Streamer, die ihr Spielen von Videospielen online teilen, sind wie die meisten YouTuber Trends unterworfen. Anfang 2024 spielten alle japanischen Streamer plötzlich ein kleines Indie-Horror-Spiel names “The Exit 8” (8番出口 Hachi-ban Deguchi). Dieses wurde innerhalb von neun Monaten von einer Einzelperson erstellt und besticht durch sein Setting und sein simples Spielprinzip.
Der Spieler bewegt sich auf der Suche nach Ausgang 8 durch die Gänge einer U-Bahn-Station. Diese Gänge kennt jeder, der in einer Großstadt lebt. Ihr Aussehen unterscheidet sich kaum. Es gilt, diesen Gang achtmal entlangzulaufen, bis man den gewünschten Ausgang erreicht hat. Eine eigentlich einfache Aufgabe. In dieses allen bekannte Setting schleichen sich im Spiel aber Anomalien: Die Beschilderung ist falsch. Die Deckenlampen sind komisch angeordnet. Ein Türknopf ist an der falschen Stelle. Das Licht flackert.
Wenn man trotz einer solchen Anomalie weiterläuft, landet man wieder am Anfang des ersten Gangs. Wenn man bei Entdecken einer Abweichung umkehrt, gelangt man in den nächsten gleich aussehenden Gang. Wenn man umkehrt, obwohl alles normal war, geht das Spiel von vorne los. Es gilt also achtmal hintereinander zu erkennen, ob alles “normal” ist. Mich hat das übrigens zwei Stunden Spielzeit gekostet.

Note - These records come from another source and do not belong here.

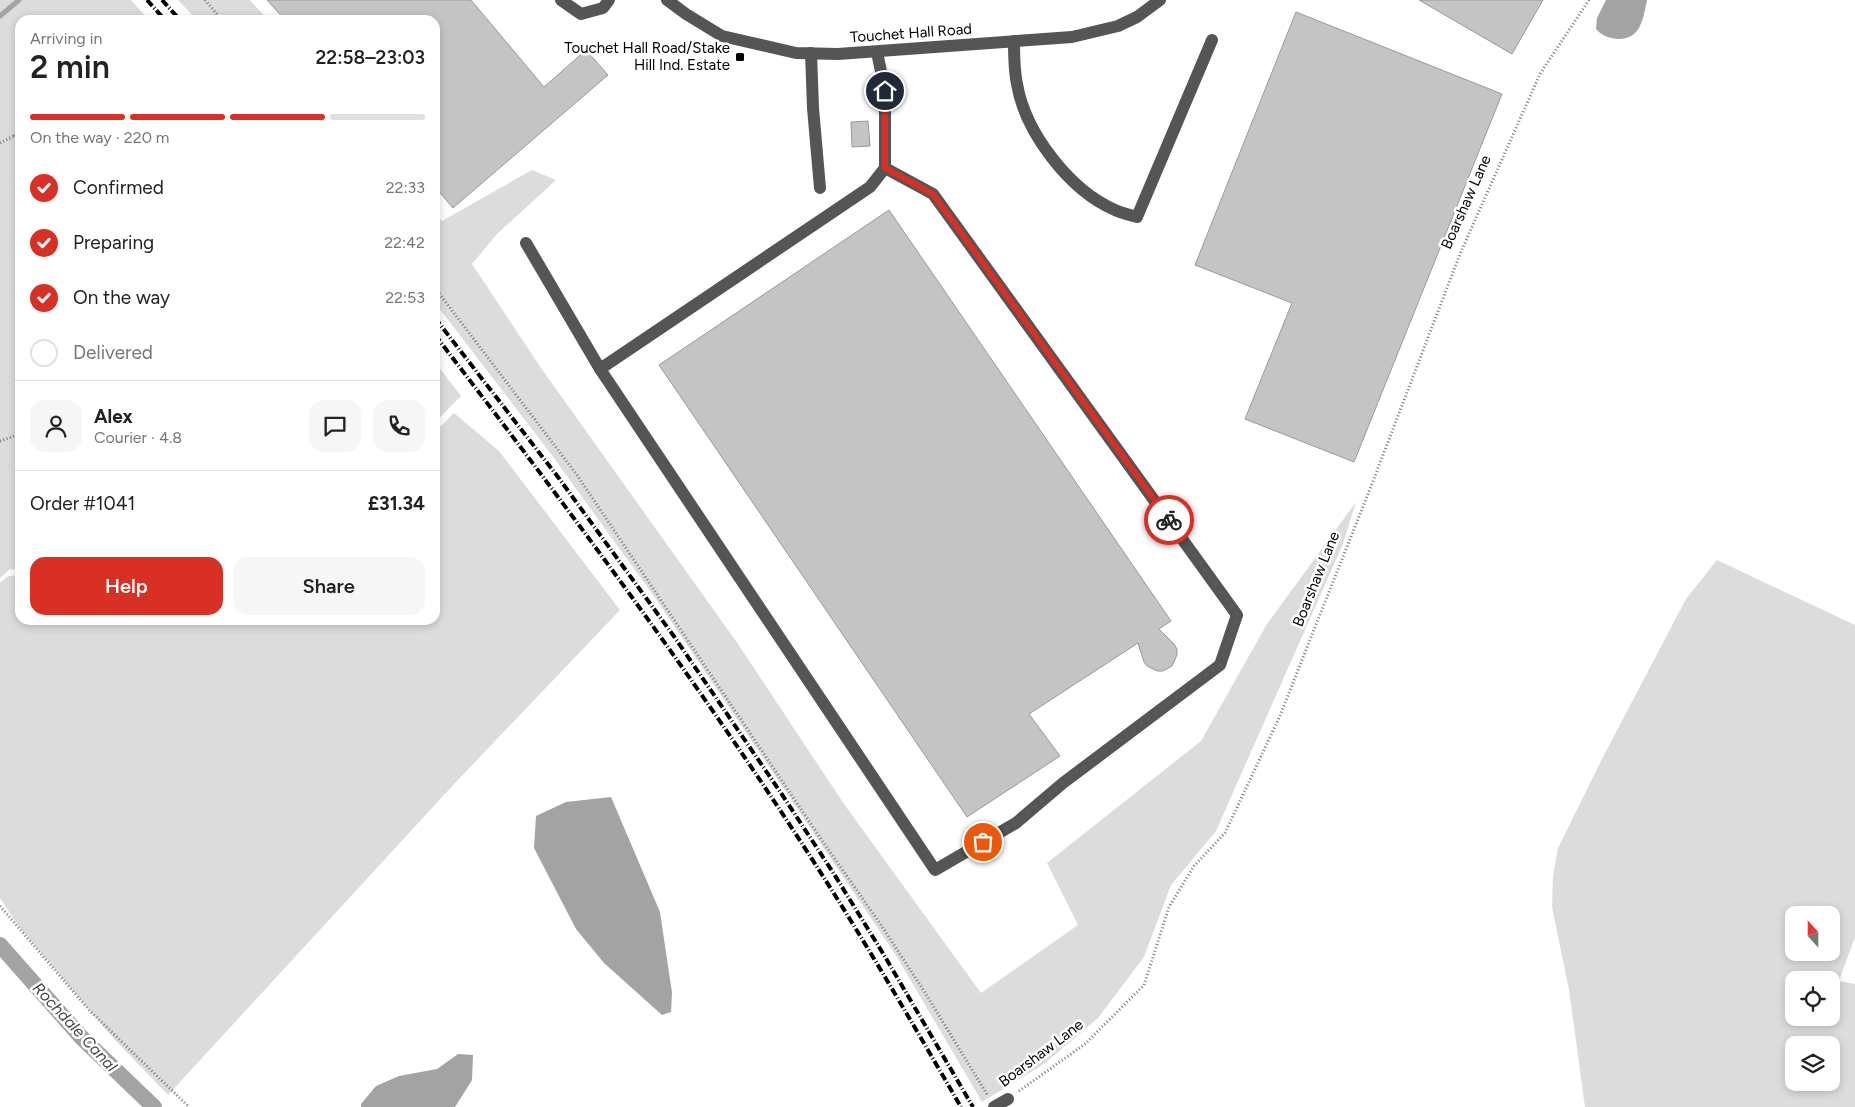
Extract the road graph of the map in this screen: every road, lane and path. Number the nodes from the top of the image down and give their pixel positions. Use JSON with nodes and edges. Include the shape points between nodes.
{"nodes":[{"id":1,"x":205,"y":0,"type":"edge"},
{"id":2,"x":561,"y":0,"type":"edge"},
{"id":3,"x":609,"y":0,"type":"edge"},
{"id":4,"x":667,"y":0,"type":"edge"},
{"id":5,"x":1160,"y":0,"type":"edge"},
{"id":6,"x":1589,"y":0,"type":"edge"},
{"id":7,"x":218,"y":15,"type":"edge"},
{"id":8,"x":1212,"y":40,"type":"dead end"},
{"id":9,"x":1014,"y":42,"type":"junction"},
{"id":10,"x":878,"y":52,"type":"junction"},
{"id":11,"x":811,"y":53,"type":"junction"},
{"id":12,"x":14,"y":136,"type":"edge"},
{"id":13,"x":0,"y":143,"type":"edge"},
{"id":14,"x":885,"y":168,"type":"junction"},
{"id":15,"x":820,"y":188,"type":"dead end"},
{"id":16,"x":526,"y":243,"type":"dead end"},
{"id":17,"x":440,"y":295,"type":"edge"},
{"id":18,"x":600,"y":369,"type":"junction"},
{"id":19,"x":15,"y":436,"type":"edge"},
{"id":20,"x":0,"y":441,"type":"edge"},
{"id":21,"x":0,"y":906,"type":"edge"},
{"id":22,"x":1008,"y":1099,"type":"joint"},
{"id":23,"x":189,"y":1107,"type":"edge"},
{"id":24,"x":994,"y":1107,"type":"edge"}],
"edges":[{"from":1,"to":7,"type":"path"},
{"from":2,"to":3,"type":"street","via":[[581,14],[603,8]]},
{"from":4,"to":11,"type":"street","name":"Touchet Hall Road","via":[[722,36],[796,53]]},
{"from":5,"to":9,"type":"street","name":"Touchet Hall Road","via":[[1137,17],[1111,28],[1072,37]]},
{"from":6,"to":22,"type":"path","name":"Boarshaw Lane","via":[[1540,74],[1460,254],[1279,718],[1225,833],[1194,866],[1169,908],[1144,985],[1085,1044]]},
{"from":8,"to":9,"type":"street","via":[[1137,217],[1114,210],[1082,189],[1047,151],[1021,101]]},
{"from":9,"to":10,"type":"street","name":"Touchet Hall Road"},
{"from":10,"to":11,"type":"street","name":"Touchet Hall Road"},
{"from":10,"to":14,"type":"street","via":[[885,91]]},
{"from":11,"to":15,"type":"street"},
{"from":12,"to":13,"type":"path"},
{"from":14,"to":18,"type":"street","via":[[870,187]]},
{"from":14,"to":18,"type":"street","via":[[933,194],[1238,615],[1220,665],[1062,783],[1016,823],[934,870]]},
{"from":16,"to":18,"type":"street"},
{"from":17,"to":24,"type":"path","via":[[577,475],[881,924]]},
{"from":19,"to":20,"type":"path"},
{"from":21,"to":23,"type":"path","via":[[89,1010]]},
{"from":22,"to":24,"type":"street","name":"Boarshaw Lane"}]}
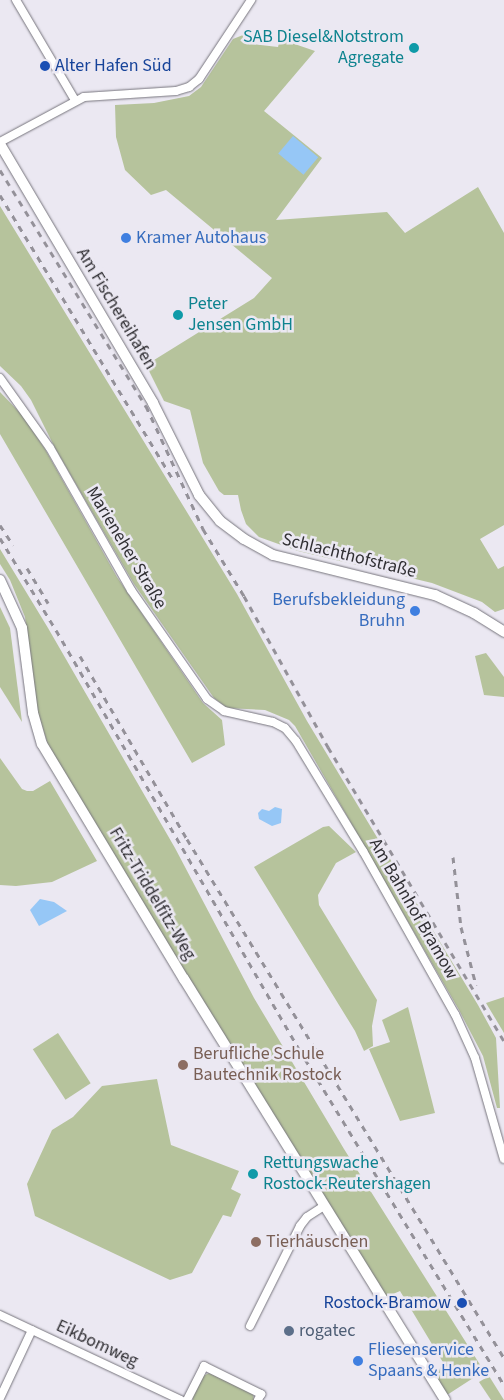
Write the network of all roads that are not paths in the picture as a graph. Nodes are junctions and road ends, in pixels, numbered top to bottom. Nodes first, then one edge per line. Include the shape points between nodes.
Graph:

Das Spiel hat keine Geschichte. Niemand redet. Dennoch haben schlaue Menschen es geschafft, aus dem erfolgreichen Spiel einen überaus erfolgreichen Film zu machen. Innerhalb von zwei Wochen hat er knapp 14 Millionen Euro und damit mit Sicherheit ein Vielfaches seiner Produktionskosten eingespielt.
Das hat mich dermaßen neugierig gemacht, dass ich auch ins Kino gegangen bin.

8番出口 The Exit 8 (2025) (Trailer)
Regisseur: Kawamura Genki
Drehbuch: Kawamura Genki, Hirase Kentarō
Darsteller: Ninomiya Kazunari, Kōchi Yamato, Komatsu Nana
Der namenlose Hauptcharakter wird in der U-Bahn Zeuge, wie ein älterer Mann eine Frau anherrscht, weil ihr Baby weint. Kurz darauf nimmt er einen Anruf seiner Ex-Freundin entgegen, die ihm eröffnet, schwanger zu sein. In plötzlich aufkommender Panik, die bei ihm auch einen Asthma-Anfall auslöst, läuft er kopflos auf der Suche nach dem Ausgang durch die Gänge der U-Bahn-Station und landet in einem Gang, der wie in einer Schleife nicht endet.
“The Exit 8” steht in der Tradition japanischer Horrorfilme, in denen altbekannte Gegenstände und Orte sich plötzlich in einen Albtraum verwandeln. Wer braucht einen axtschwingenden Serienmörder, wenn der Alltag so viele Chancen bietet, richtig gruselig zu werden?
Im Kino schafft es der Film eine Anspannung zu erzeugen, die die gruseligen Elemente gut wirken lässt und wirkliche Schreckmomente erzeugt. Ich zweifle daran, dass das im Heimkino mit seinen vielen Möglichkeiten zur Ablenkung auch so gut funktionieren würde. Vor dem Hintergrund, dass das Spiel keine Geschichte hatte, wirkt die Geschichte des Films interessant – alleinstehend als Film betrachtet ist sie aber ziemlich platt. Das Ende überraschte mich dann trotzdem.
Aber die größte Überraschung ist für mich noch immer, dass innerhalb eines Jahres aus einem kleinen Indie-Spiel ein erfolgreicher Film mit einem Hauptdarsteller, den wirklich jeder in Japan kennt, werden konnte.